It feels somewhat meta to be reviewing Ted Kessler’s Paper Cuts: a reflection on his career with the British music press, the education it has offered over the years, as well as the home it’s provided for many music enthusiasts with nowhere else to go. Structured anecdotally but mostly a love letter to press, notably the NME, this book gives a riveting insight into other elements of Ted’s life; growing up in France and being brother to Interpol’s Daniel Kessler feature in this tale. A deviant with little interest in school and academia, Kessler masterfully pulls us on a journey alongside some of the iconic stars he interviewed: Happy Mondays, Manic Street Preachers, the Gallagher brothers, Mark E Smith and Paul Weller, to name a few. Giving a conceivable account of working for magazines like NME and Q during the 90s and then into the noughties, Kessler navigates the changes in management behaviour as well as those of readership and staffing.
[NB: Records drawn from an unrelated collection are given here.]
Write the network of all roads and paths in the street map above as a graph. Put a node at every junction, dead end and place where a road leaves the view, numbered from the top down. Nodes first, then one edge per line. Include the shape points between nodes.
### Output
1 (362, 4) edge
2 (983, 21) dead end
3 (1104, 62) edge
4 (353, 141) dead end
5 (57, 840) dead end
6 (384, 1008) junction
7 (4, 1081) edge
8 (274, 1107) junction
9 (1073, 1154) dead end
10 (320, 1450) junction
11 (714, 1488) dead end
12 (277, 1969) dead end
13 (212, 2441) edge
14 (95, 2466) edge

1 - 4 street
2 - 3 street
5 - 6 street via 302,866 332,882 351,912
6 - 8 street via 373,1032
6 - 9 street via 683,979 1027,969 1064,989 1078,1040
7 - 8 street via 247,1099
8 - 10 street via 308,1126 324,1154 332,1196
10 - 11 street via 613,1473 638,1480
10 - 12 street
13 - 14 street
For any music fan or arts journalist, Paper Cuts has music-journo drama weaved throughout the chapters, as the reader gets a grasp of the life of a journalist like Kessler as he moves from rookie to senior. Kessler uses his capacity to write riveting long-form music journalism and pulls together wickedly hilarious tales that have the same fall guy taking the brunt every time: himself. Written with the pace and focus that we would expect from Kessler, it’s a brilliant example of comic storytelling that will encourage you to while away a weekend. With a tongue-in-cheek tagline ‘How I Destroyed the British Music Press and Other Misadventures,’ we are, however, prepped and ready for this. Kessler pulls us in and has us hooked, which explains the longevity in his music journalism career.
Find time for this ruckus of a read; it should sit on your bookshelf with your old NME copies.